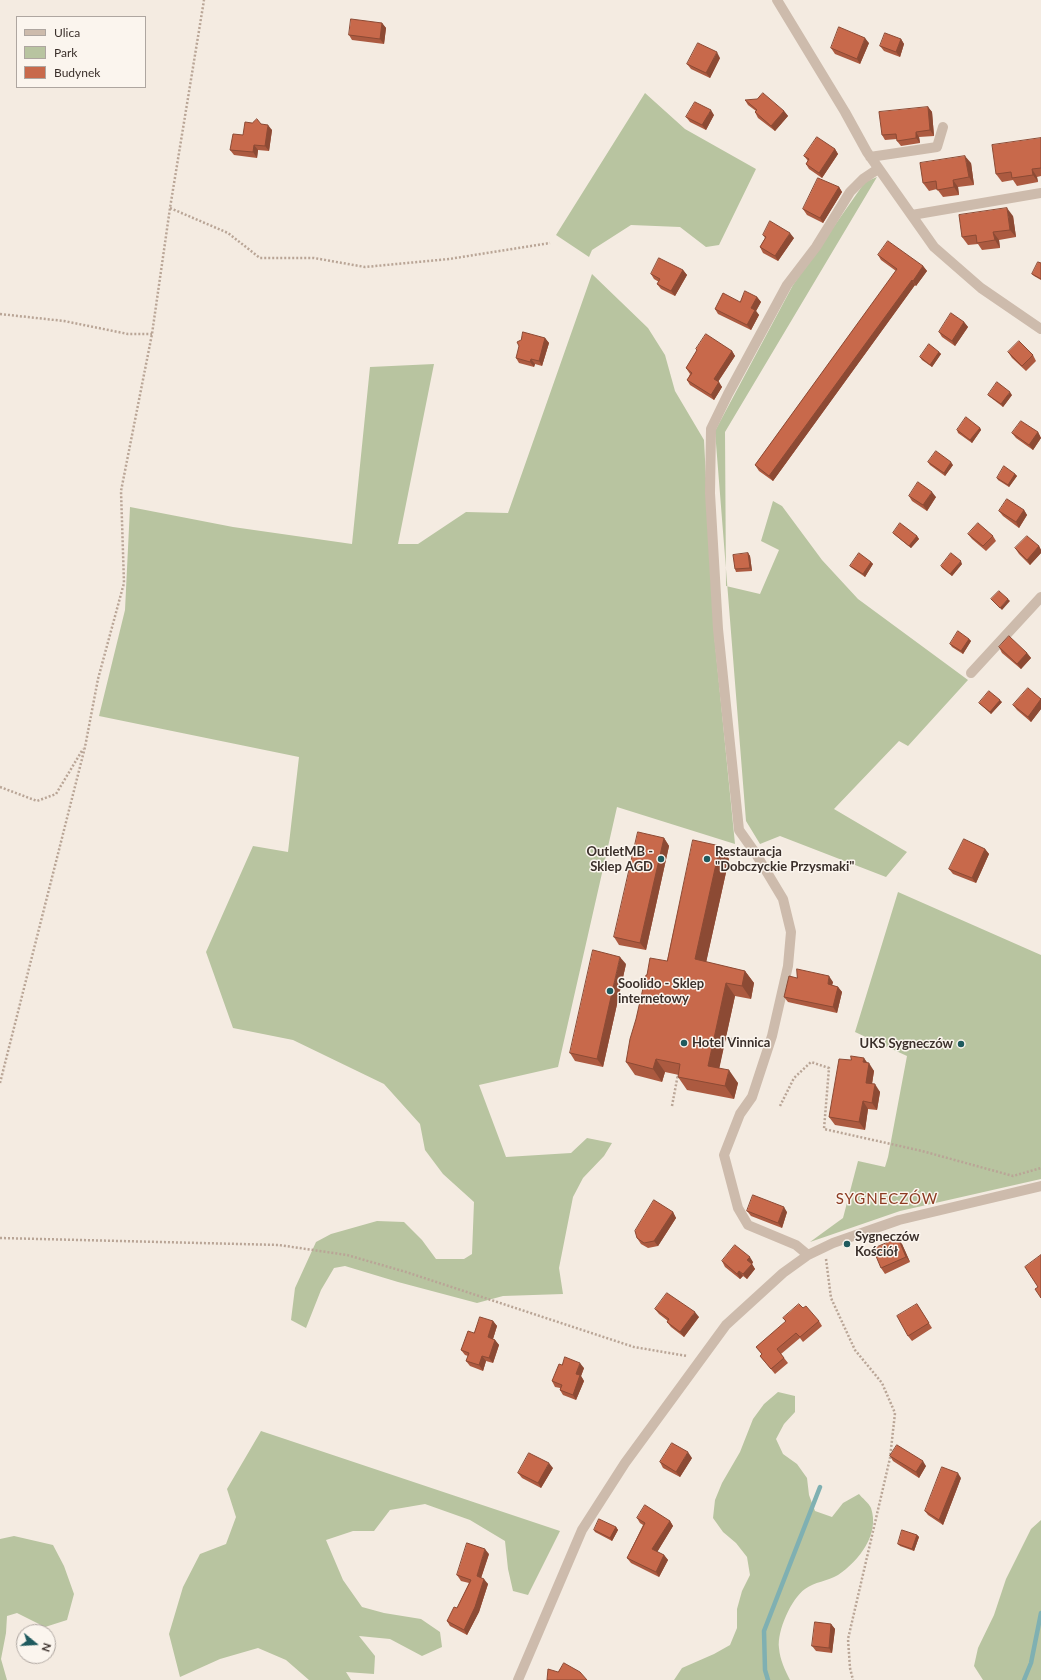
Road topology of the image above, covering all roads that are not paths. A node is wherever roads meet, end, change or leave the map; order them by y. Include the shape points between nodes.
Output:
1 (777, 0) edge
2 (943, 128) dead end
3 (870, 157) junction
4 (878, 169) junction
5 (1041, 193) edge
6 (912, 215) junction
7 (1041, 329) edge
8 (1041, 597) edge
9 (971, 673) dead end
10 (1041, 1186) edge
11 (808, 1255) junction
12 (518, 1680) edge

1 - 3 street
2 - 3 street via 937,147
3 - 4 street
4 - 6 street
4 - 11 street via 850,192 816,247 787,285 711,429 710,492 718,629 739,830 783,899 792,932 788,966 772,1036 752,1098 740,1114 724,1155 738,1208 748,1225 796,1245
5 - 6 street
6 - 7 street via 934,247 955,267
8 - 9 street
10 - 11 street via 899,1220 833,1243
11 - 12 street via 783,1273 726,1325 625,1463 582,1530

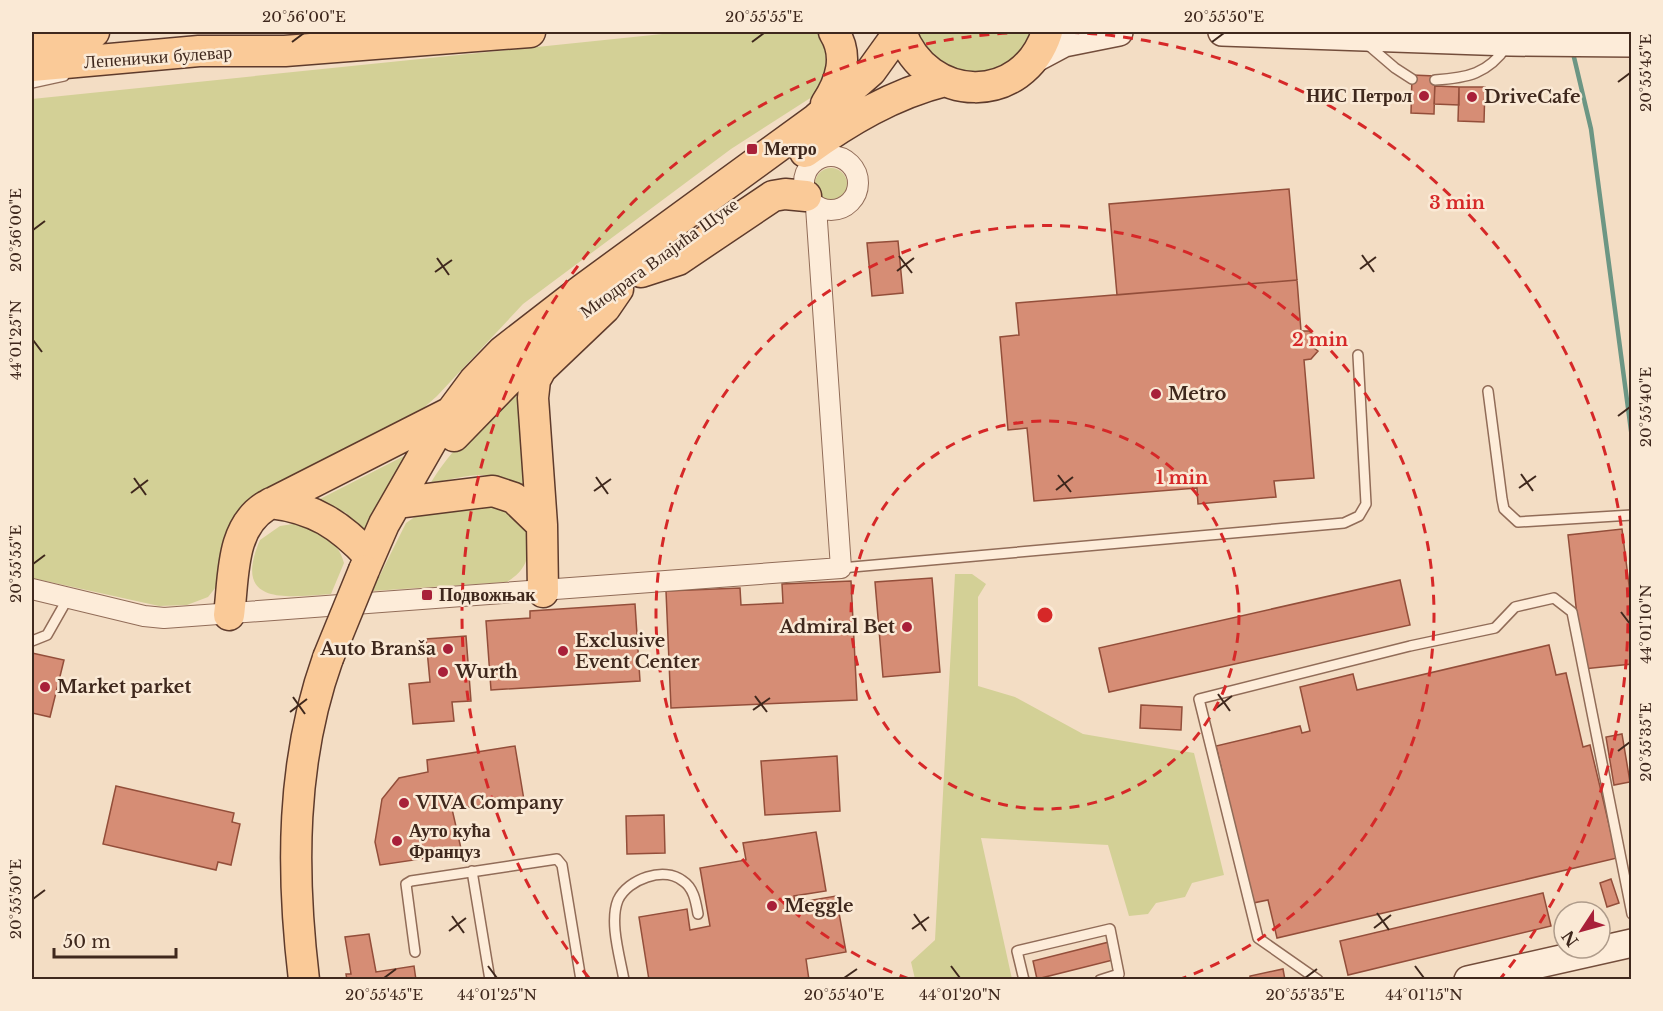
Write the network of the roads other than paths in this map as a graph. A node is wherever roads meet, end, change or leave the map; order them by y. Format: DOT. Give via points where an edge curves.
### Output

◆ ◆ ◆ ◆

### What is being asked
Go through the data and show each line that holds "wherever".

### Worked solution
Road topology of the image above, covering all roads that are not paths. A node is wherever roads meet, end, change or leave the map; order them by y. Include the shape points between nodes.
Write the network of the roads other than paths in this map as a graph. A node is wherever roads meet, end, change or leave the map; order them by y. Format: DOT. Give via points where an edge curves.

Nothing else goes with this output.